On Fri, Nov 12, 2021 at 09:12:38PM +0100, Jiří Fejfar wrote:
> * I know that PG is focused on OLTP rather then analytics, but we are happy
> with it at all and do not wish to use another engine for analytical
> queries... isn't somewhere some "PG analytical best practice" available?
It's a good question. Here's some ideas:
I don't think we know what version you're using - that's important, and there's
other ideas here:
https://wiki.postgresql.org/wiki/Slow_Query_Questions
You said that your query was slow "probably after VACUUM ANALYZE".
Is it really faster without stats ? You can do this to see if there was really
a better plan "before":
| begin; DELETE FROM pg_statistic WHERE starelid='thetable'::regclass; explain analyze ...; rollback;
Try enable_nestloop=off for analytic queries;
Test whether jit=off helps you or hurts you (you said that it's already disabled);
You can do other things that can improve estimates, by sacrificing planning time
(which for an analytic query is a small component of the total query time, and
pays off at runtime if you can get a btter plan):
- FKs can help with estimates since pg9.6;
- CREATE STATISTICS;
- ALTER SET STATISTICS or increase default_statistics_target;
- increase from_collapse_limit and join_collapse_limit.
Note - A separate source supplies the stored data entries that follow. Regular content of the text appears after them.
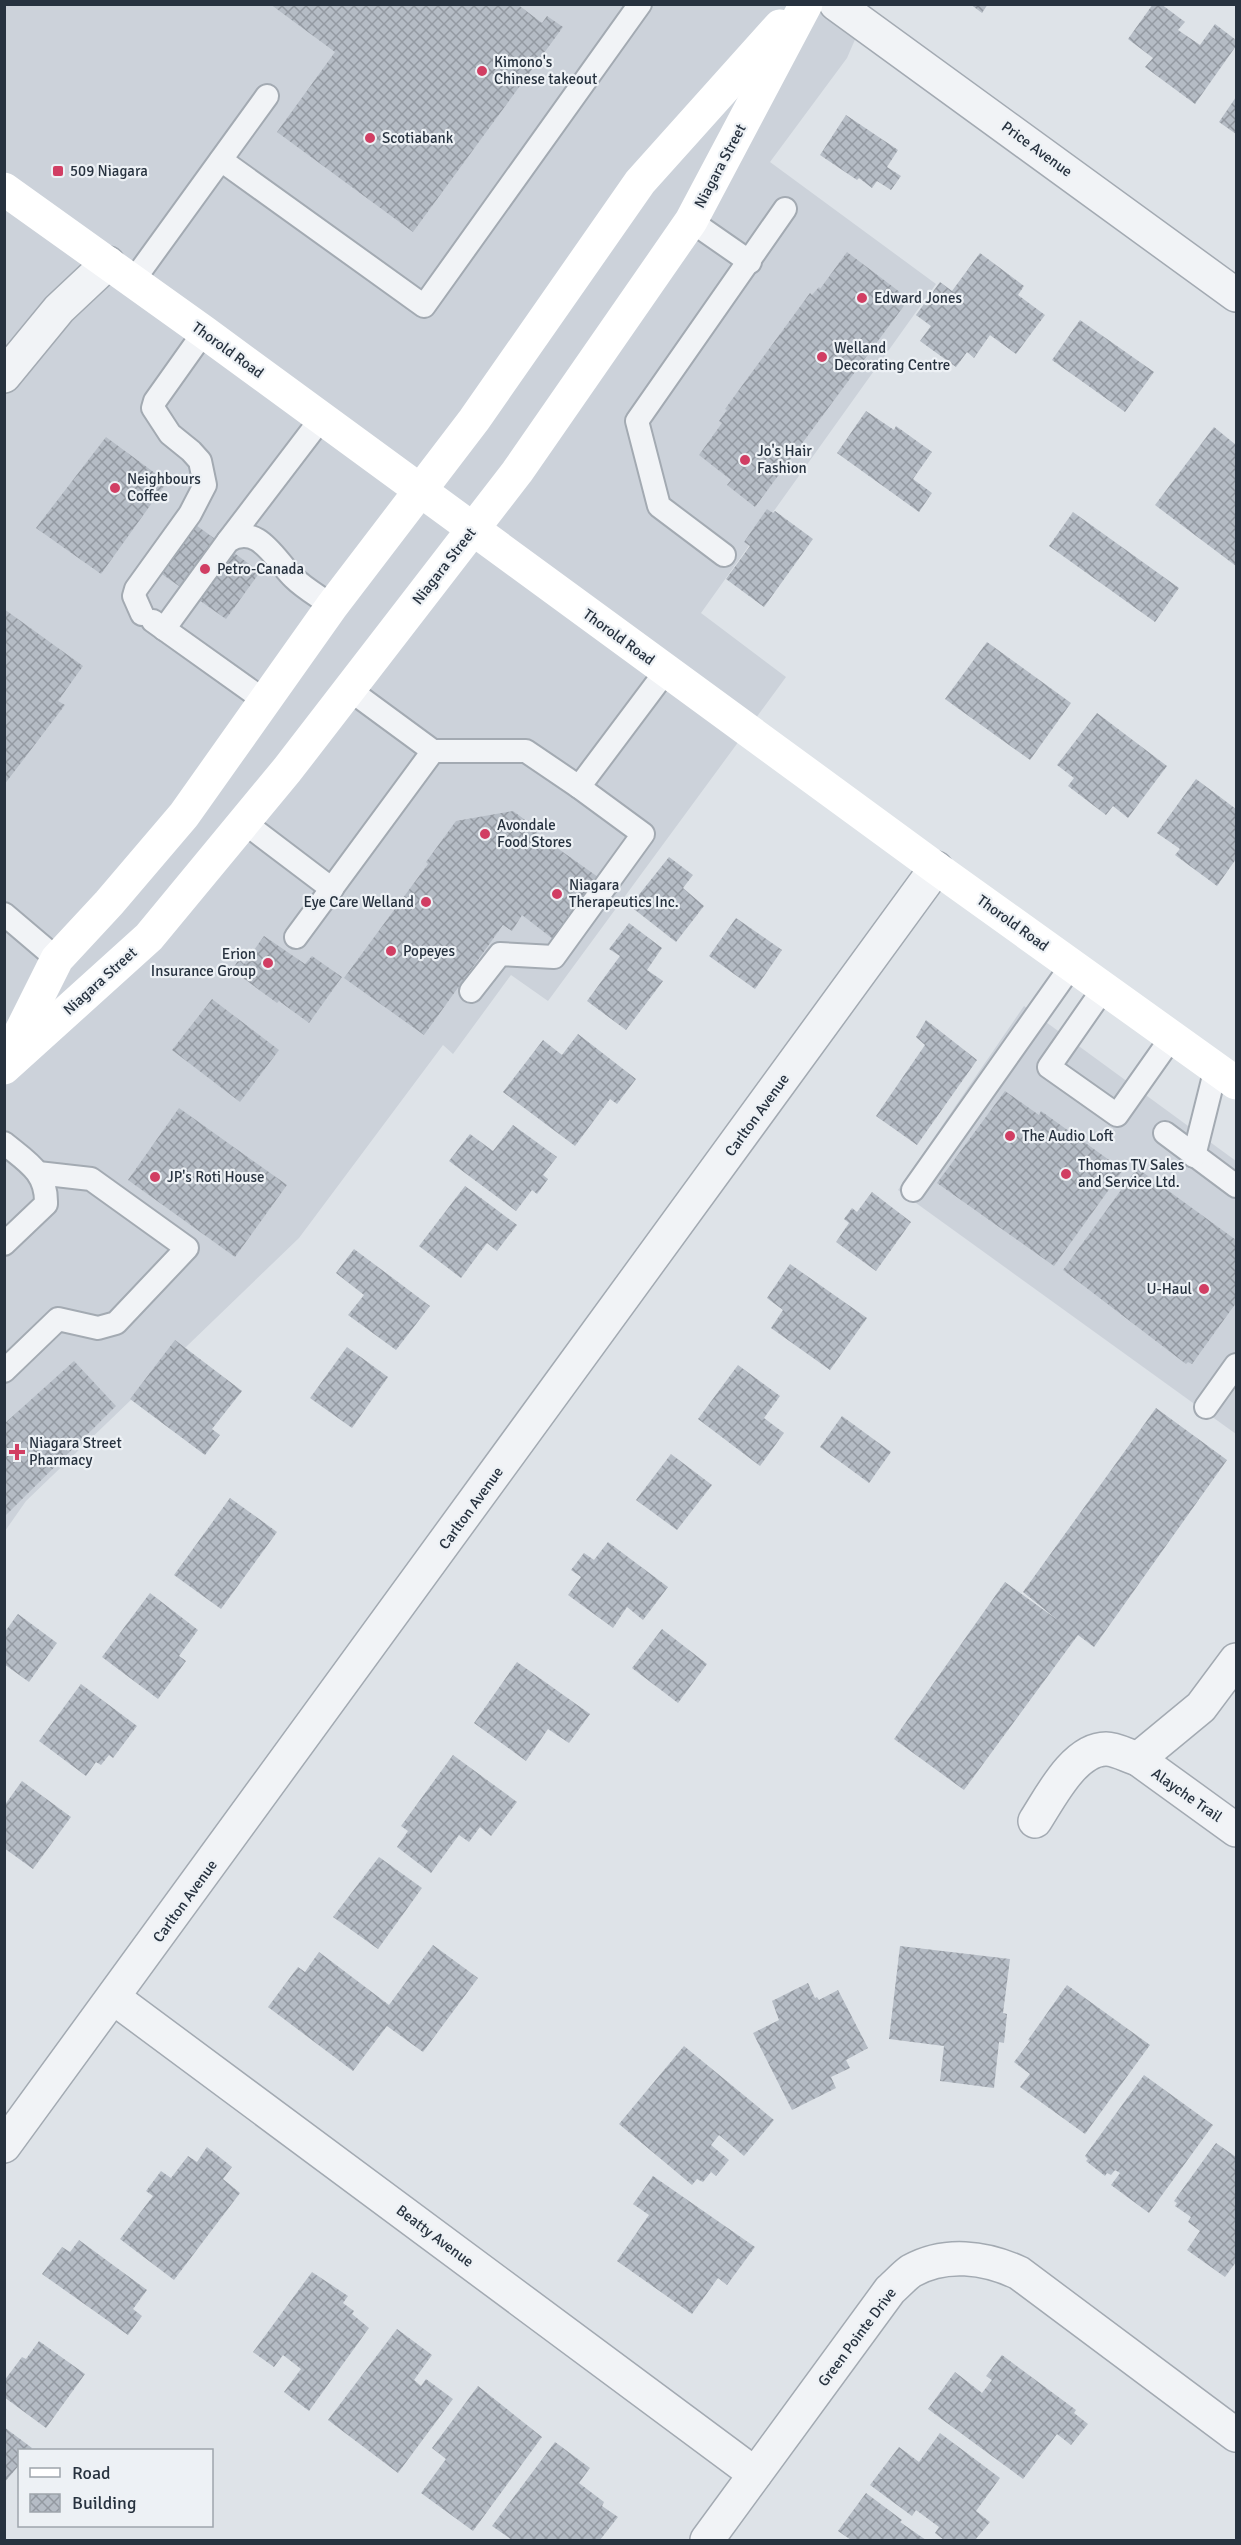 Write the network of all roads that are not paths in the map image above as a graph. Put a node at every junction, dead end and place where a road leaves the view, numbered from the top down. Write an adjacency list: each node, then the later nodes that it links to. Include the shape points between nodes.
1 (640, 4): 6 (lane, via 424,306)
2 (800, 4): 16 (main road, via 639,182)
3 (806, 4): 9 (main road, Niagara Street)
4 (836, 4): 12 (street, Price Avenue)
5 (267, 96): 6 (lane)
6 (221, 160): 11 (lane)
7 (4, 189): 11 (main road, Thorold Road)
8 (785, 208): 10 (lane)
9 (691, 220): 10 (lane); 17 (main road, Niagara Street, via 517,472)
10 (750, 262): 19 (lane, via 637,421 659,506)
11 (121, 272): 13 (main road, Thorold Road); 14 (street, via 59,309)
12 (1236, 295)
13 (204, 332): 15 (main road, Thorold Road); 22 (lane, via 154,401 153,408 170,434 200,461 204,485 189,514 136,589 134,596)
14 (4, 376)
15 (321, 419): 16 (main road, Thorold Road); 18 (lane)
16 (420, 491): 17 (main road, Thorold Road); 21 (main road)
17 (472, 530): 24 (main road, Thorold Road); 25 (main road, Niagara Street)
18 (228, 541): 21 (lane, via 248,534 264,544 294,578); 23 (lane)
19 (724, 555)
20 (120, 597): 22 (lane)
21 (332, 606): 26 (main road)
22 (142, 614): 23 (lane)
23 (164, 629): 26 (lane)
24 (666, 671): 28 (lane); 30 (main road, Thorold Road)
25 (350, 690): 27 (lane); 29 (main road, Niagara Street)
26 (264, 701): 34 (main road, via 184,814)
27 (434, 751): 28 (lane, via 526,751); 31 (lane)
28 (579, 787): 37 (lane, via 644,834 554,957 500,954)
29 (245, 823): 31 (lane); 40 (main road, Niagara Street, via 148,937)
30 (936, 868): 35 (main road, Thorold Road); 56 (street, Carlton Avenue)
31 (332, 888): 33 (lane)
32 (4, 914): 34 (lane)
33 (296, 937)
34 (57, 959): 39 (main road)
35 (1072, 965): 36 (main road, Thorold Road); 47 (lane)
36 (1104, 988): 38 (main road, Thorold Road); 38 (lane, via 1049,1067 1116,1115)
37 (471, 991)
38 (1172, 1037): 41 (main road, Thorold Road)
39 (4, 1063)
40 (4, 1068)
41 (1226, 1075): 44 (lane)
42 (1165, 1133): 44 (lane)
43 (4, 1143): 45 (lane)
44 (1194, 1156): 46 (lane)
45 (38, 1173): 48 (lane, via 47,1189 46,1204); 50 (lane, via 91,1179 187,1248 116,1323 98,1328 58,1319)
46 (1236, 1186)
47 (913, 1190)
48 (4, 1244)
49 (1236, 1365): 51 (lane)
50 (4, 1371)
51 (1206, 1407)
52 (1236, 1660): 53 (street, via 1201,1707)
53 (1138, 1759): 54 (street, Alayche Trail, via 1107,1749 1091,1753 1067,1772); 55 (street, Alayche Trail)
54 (1035, 1821)
55 (1236, 1830)
56 (114, 1998): 57 (street, Carlton Avenue); 59 (street, Beatty Avenue)
57 (4, 2146)
58 (1236, 2435): 59 (street, Green Pointe Drive, via 1018,2273 983,2260 945,2259 910,2272 890,2290)
59 (755, 2474): 60 (street, Green Pointe Drive)
60 (707, 2541)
But I don't think it
will help your current query plan.
- partitioning data increases planning time, and (if done well) can allow
improved execution plans;
You can REINDEX or maybe CLUSTER during "off hours" to optimize indexes/tables.
BRIN indexes (WITH autoanalyze) are very successful for us, here.
You can monitor your slow queries using auto_explain and/or pg_stat_statements.
You can reduce autovacuum_analyze_threshold to analyze more often.
I'd be interested to hear if others have more suggestions.
--
Justin